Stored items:

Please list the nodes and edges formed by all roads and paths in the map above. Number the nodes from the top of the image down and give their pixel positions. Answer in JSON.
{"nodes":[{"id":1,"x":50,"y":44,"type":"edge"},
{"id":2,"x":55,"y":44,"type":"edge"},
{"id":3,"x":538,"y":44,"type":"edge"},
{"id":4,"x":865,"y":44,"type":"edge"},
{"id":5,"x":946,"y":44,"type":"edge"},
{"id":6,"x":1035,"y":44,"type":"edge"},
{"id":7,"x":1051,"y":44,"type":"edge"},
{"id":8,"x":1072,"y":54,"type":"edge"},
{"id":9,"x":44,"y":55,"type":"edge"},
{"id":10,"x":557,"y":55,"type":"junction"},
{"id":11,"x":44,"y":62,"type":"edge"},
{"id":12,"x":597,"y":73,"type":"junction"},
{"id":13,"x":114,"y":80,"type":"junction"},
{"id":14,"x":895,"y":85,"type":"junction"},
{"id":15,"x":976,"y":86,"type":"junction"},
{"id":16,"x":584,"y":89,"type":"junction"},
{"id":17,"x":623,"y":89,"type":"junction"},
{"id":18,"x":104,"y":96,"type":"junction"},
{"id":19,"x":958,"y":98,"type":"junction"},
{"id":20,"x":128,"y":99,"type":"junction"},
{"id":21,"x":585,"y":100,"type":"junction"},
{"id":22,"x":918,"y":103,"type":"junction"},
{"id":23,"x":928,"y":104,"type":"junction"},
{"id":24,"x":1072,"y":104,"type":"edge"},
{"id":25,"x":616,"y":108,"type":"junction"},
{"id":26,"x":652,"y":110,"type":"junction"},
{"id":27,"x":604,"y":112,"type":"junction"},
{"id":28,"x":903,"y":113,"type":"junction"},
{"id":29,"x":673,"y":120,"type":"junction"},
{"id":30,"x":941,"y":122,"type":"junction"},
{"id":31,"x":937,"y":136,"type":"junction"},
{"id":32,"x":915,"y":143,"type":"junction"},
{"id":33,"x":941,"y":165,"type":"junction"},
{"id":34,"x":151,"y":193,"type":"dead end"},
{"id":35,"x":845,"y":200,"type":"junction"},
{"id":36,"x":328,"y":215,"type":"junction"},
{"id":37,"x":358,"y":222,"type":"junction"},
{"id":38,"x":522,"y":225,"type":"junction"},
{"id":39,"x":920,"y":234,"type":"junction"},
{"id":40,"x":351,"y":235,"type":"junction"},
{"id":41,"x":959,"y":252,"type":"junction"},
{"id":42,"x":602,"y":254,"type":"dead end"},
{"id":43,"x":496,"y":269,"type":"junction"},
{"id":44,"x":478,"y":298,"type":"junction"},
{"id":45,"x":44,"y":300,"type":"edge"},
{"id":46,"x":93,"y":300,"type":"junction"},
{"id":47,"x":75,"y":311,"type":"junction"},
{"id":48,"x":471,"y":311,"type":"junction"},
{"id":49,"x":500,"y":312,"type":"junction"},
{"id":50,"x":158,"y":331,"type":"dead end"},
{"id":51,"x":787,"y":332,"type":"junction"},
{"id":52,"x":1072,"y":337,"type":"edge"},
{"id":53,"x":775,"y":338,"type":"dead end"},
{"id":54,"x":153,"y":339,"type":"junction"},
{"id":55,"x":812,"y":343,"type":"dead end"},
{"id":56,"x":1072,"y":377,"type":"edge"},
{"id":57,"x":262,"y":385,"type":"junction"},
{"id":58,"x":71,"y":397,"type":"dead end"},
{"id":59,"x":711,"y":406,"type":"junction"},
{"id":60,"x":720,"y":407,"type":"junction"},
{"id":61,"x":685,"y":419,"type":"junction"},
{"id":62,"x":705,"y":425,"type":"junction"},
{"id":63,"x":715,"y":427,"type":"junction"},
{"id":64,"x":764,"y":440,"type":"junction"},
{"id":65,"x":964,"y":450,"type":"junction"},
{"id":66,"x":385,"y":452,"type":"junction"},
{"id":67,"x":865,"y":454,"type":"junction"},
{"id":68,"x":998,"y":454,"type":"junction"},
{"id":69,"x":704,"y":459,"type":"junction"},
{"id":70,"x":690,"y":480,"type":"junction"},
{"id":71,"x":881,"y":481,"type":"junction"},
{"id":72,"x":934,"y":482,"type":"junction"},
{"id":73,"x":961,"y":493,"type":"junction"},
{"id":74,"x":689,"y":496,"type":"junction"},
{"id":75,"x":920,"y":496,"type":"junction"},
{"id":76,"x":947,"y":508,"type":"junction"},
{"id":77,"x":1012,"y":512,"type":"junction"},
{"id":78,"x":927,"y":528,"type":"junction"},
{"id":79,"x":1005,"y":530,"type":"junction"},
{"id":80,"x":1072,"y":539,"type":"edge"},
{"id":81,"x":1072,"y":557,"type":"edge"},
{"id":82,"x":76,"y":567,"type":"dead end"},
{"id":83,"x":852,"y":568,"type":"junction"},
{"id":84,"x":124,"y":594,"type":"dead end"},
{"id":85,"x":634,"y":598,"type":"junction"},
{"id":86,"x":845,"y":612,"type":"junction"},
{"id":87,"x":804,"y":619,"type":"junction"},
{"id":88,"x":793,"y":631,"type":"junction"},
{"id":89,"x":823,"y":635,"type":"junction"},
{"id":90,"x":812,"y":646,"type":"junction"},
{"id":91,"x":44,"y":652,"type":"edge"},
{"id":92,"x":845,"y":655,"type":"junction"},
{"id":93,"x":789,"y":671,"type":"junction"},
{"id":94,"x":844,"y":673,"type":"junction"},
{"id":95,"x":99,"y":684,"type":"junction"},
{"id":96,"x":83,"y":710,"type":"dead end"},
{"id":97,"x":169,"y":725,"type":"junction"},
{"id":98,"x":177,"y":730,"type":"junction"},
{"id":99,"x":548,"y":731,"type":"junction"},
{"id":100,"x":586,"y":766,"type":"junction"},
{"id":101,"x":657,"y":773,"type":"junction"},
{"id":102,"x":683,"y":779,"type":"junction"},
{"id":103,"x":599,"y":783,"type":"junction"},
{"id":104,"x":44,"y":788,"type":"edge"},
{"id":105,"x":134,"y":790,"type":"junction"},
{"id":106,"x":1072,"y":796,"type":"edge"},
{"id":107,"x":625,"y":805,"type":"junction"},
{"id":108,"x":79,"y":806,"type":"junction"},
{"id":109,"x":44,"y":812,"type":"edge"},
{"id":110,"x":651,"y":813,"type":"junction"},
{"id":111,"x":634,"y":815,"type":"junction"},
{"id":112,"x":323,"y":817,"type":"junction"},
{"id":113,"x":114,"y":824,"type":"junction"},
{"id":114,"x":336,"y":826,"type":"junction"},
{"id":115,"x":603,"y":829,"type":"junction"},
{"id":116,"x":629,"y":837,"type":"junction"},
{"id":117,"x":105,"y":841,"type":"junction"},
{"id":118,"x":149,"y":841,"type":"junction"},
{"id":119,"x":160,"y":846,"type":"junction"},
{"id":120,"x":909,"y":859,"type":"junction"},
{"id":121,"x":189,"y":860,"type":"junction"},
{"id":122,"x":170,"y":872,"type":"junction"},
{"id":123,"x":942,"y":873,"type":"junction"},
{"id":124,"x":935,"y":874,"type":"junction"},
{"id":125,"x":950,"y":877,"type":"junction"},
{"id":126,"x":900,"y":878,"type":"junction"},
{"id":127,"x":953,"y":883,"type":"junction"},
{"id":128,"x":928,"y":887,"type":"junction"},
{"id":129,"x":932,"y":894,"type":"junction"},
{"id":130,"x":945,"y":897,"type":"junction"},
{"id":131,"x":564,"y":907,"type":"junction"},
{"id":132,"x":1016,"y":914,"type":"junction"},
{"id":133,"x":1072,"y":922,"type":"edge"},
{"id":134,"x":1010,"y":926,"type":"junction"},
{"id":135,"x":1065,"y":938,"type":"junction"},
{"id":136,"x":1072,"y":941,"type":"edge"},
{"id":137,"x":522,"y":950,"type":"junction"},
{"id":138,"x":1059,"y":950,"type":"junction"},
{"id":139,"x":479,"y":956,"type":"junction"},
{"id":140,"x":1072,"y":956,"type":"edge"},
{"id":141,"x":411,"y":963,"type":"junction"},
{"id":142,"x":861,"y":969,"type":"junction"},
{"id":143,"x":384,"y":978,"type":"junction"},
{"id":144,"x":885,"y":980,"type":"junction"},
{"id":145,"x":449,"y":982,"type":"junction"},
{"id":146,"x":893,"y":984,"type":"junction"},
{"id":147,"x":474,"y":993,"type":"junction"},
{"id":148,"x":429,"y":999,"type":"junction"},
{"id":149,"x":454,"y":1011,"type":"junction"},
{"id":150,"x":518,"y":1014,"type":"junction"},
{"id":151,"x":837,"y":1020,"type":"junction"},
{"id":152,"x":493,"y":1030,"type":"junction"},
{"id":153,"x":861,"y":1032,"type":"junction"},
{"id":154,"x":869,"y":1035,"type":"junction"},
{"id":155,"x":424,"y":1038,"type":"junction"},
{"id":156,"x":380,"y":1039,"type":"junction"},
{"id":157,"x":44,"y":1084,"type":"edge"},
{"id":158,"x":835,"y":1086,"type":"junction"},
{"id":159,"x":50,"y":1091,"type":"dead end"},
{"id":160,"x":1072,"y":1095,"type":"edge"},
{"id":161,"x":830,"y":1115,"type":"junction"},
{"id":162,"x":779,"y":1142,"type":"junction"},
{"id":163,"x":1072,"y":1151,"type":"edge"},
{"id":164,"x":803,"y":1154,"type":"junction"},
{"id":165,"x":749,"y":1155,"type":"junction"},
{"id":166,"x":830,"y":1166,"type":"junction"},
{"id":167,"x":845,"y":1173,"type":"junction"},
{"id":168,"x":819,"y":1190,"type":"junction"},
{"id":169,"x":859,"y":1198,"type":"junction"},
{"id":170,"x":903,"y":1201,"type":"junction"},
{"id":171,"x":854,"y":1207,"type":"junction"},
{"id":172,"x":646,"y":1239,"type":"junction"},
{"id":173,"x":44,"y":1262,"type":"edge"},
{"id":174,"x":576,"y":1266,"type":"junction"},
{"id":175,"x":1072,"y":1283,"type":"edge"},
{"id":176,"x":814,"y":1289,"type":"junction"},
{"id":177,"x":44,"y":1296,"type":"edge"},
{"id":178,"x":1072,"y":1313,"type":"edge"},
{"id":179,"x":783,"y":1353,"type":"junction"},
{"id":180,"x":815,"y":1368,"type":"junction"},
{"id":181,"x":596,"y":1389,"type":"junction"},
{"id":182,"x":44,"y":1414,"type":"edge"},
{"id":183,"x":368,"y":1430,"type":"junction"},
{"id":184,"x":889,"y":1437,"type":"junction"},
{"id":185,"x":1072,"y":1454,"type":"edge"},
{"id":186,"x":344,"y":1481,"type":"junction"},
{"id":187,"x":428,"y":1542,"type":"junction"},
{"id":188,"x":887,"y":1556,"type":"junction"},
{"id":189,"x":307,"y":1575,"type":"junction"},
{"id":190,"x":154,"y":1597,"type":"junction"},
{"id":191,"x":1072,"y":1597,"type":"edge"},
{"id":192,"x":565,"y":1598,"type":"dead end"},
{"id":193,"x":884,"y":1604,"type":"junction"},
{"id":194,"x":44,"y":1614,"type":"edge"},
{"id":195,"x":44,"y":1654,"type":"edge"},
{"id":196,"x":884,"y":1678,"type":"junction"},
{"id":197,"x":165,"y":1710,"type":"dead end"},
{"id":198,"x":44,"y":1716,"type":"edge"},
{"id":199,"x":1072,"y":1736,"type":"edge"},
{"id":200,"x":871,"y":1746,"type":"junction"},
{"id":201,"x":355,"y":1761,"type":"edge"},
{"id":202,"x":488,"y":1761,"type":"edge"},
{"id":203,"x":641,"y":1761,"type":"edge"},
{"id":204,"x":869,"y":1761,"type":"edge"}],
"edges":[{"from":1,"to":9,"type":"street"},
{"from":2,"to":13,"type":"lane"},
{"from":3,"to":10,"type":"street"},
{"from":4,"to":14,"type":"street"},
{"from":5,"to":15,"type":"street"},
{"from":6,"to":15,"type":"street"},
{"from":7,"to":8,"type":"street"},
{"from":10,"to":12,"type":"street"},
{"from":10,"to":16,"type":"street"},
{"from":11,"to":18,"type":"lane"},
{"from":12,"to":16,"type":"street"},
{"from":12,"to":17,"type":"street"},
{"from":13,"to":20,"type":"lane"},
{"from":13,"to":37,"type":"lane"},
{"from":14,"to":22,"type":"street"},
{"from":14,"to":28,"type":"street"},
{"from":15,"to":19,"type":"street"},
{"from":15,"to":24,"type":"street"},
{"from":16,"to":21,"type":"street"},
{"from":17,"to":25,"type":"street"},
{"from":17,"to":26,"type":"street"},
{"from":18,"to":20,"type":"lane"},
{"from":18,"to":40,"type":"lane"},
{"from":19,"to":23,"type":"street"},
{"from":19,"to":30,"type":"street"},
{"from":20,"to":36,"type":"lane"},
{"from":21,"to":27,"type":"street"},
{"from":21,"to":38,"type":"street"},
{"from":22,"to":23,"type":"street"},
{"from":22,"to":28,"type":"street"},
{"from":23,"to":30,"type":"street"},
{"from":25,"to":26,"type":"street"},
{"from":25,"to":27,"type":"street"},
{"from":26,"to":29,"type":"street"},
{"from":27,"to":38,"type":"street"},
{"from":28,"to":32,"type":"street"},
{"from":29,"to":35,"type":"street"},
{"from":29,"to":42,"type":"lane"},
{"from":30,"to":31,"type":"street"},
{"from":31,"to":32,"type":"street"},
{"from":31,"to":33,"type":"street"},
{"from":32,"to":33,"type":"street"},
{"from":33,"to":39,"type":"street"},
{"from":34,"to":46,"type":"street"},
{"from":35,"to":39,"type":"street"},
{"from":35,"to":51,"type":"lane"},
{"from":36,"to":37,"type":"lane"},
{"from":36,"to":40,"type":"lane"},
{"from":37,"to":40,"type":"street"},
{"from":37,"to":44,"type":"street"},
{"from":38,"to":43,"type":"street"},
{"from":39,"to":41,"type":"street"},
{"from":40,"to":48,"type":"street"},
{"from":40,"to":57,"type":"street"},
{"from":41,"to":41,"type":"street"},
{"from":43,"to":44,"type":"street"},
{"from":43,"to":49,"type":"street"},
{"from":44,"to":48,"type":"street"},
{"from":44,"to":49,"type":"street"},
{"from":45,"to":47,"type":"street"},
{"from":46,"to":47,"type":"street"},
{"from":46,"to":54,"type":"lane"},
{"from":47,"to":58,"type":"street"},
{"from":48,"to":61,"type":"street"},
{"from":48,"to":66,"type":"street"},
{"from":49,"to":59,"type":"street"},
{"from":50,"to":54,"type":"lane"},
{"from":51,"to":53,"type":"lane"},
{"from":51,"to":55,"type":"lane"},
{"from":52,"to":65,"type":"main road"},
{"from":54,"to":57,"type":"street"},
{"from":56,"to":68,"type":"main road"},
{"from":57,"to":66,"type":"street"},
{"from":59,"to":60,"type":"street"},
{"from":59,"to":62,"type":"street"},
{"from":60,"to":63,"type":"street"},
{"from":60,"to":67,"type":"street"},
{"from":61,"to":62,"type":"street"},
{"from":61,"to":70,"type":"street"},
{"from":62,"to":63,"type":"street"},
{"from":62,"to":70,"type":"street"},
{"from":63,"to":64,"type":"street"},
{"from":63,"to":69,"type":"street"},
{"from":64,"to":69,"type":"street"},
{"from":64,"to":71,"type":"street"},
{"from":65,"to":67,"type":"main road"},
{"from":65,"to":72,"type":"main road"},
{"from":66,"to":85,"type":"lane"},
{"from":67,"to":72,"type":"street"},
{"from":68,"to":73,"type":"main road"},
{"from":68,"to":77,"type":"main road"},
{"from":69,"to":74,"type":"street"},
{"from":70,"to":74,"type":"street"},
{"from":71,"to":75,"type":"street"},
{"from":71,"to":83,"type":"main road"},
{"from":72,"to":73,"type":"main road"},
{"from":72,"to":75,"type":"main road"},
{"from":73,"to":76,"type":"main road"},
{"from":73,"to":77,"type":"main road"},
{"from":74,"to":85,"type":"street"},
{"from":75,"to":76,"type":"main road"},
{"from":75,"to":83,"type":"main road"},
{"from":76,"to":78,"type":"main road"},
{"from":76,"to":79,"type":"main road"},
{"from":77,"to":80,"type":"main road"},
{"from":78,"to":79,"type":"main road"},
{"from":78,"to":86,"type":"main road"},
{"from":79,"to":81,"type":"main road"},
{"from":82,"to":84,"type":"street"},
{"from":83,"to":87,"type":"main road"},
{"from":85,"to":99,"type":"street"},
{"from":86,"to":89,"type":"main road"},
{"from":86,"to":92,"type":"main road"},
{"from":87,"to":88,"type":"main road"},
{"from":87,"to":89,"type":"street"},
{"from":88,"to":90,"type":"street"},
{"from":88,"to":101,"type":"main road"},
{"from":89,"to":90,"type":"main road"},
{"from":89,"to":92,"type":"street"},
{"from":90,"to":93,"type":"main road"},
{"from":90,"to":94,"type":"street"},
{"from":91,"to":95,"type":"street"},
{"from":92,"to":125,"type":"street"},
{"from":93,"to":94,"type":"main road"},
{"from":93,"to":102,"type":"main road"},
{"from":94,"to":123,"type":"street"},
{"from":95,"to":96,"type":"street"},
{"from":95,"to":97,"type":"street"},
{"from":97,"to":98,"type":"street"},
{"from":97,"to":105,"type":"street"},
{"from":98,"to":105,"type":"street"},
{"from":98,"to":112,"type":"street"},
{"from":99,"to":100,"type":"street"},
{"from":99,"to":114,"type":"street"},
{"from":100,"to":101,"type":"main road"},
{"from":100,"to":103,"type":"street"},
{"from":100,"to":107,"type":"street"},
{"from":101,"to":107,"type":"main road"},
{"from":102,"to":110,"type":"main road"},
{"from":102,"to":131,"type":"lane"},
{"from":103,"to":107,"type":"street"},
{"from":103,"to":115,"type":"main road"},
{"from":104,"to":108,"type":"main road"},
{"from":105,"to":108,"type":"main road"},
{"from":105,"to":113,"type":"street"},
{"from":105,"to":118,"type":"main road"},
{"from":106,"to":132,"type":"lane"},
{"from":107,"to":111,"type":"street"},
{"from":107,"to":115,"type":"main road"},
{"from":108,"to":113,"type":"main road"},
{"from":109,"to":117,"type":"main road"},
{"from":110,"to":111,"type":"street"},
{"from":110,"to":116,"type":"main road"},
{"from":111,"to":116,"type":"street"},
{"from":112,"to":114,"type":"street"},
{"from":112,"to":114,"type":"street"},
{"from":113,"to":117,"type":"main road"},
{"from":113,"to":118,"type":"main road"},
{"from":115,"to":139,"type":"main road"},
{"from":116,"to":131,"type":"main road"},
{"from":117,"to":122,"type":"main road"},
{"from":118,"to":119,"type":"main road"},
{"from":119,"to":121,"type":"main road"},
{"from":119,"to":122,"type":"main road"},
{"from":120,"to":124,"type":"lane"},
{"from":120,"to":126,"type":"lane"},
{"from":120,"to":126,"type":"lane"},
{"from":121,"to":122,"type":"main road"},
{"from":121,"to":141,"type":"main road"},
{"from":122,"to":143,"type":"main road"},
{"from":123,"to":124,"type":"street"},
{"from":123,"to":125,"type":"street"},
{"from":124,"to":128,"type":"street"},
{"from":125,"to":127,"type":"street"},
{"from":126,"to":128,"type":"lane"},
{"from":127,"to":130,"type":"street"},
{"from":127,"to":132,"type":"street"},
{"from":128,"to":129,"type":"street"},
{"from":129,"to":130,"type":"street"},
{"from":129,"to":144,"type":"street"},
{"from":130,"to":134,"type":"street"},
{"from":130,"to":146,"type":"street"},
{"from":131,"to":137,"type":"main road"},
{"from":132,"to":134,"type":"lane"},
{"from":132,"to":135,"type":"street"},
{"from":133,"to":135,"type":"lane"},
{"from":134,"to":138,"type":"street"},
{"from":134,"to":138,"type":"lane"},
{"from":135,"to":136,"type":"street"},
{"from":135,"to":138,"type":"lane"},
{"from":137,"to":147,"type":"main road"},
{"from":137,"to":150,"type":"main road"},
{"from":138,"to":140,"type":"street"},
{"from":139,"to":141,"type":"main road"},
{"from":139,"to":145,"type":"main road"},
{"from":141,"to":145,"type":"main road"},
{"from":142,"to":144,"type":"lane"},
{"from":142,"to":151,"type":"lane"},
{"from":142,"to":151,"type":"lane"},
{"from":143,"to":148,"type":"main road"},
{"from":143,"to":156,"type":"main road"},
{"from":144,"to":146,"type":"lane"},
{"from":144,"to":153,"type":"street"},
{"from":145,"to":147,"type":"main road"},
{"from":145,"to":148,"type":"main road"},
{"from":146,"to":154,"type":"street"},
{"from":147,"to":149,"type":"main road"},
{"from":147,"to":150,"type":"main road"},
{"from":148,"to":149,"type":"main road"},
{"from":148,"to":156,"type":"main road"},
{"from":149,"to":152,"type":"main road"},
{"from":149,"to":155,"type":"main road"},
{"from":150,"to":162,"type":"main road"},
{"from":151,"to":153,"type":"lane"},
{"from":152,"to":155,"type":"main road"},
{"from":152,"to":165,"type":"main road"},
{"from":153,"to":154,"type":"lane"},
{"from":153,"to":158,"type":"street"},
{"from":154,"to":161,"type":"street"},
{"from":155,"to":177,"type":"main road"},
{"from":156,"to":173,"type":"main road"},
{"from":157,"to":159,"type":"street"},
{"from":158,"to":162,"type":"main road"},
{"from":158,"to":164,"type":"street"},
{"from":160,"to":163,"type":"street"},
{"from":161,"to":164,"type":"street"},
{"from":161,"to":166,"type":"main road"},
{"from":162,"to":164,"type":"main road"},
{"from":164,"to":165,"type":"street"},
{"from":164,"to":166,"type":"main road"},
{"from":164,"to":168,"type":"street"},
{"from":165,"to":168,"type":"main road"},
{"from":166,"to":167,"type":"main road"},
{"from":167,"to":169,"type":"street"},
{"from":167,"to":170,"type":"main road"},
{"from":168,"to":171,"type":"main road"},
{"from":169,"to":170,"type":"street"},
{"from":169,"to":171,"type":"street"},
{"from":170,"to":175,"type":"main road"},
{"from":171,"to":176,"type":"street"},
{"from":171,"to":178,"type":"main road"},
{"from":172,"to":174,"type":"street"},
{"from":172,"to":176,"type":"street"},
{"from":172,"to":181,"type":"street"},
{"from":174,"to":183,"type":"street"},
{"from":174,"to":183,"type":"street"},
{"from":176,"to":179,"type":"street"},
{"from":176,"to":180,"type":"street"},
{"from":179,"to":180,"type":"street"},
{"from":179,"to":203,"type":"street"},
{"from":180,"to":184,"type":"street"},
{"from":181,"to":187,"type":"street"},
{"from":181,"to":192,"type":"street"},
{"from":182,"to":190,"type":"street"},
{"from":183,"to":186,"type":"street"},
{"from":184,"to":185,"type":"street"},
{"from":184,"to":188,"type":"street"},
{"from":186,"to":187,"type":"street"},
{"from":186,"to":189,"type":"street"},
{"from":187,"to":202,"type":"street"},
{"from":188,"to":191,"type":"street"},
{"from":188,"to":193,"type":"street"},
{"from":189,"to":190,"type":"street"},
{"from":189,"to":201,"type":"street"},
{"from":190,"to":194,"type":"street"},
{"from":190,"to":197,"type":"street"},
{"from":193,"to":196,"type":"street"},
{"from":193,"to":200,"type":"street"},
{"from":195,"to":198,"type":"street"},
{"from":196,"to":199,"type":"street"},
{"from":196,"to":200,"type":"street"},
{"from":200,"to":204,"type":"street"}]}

Instructions to follow:
Tally every line of the entries that contains the word "edges", and respond with that number only.

Answer section:
2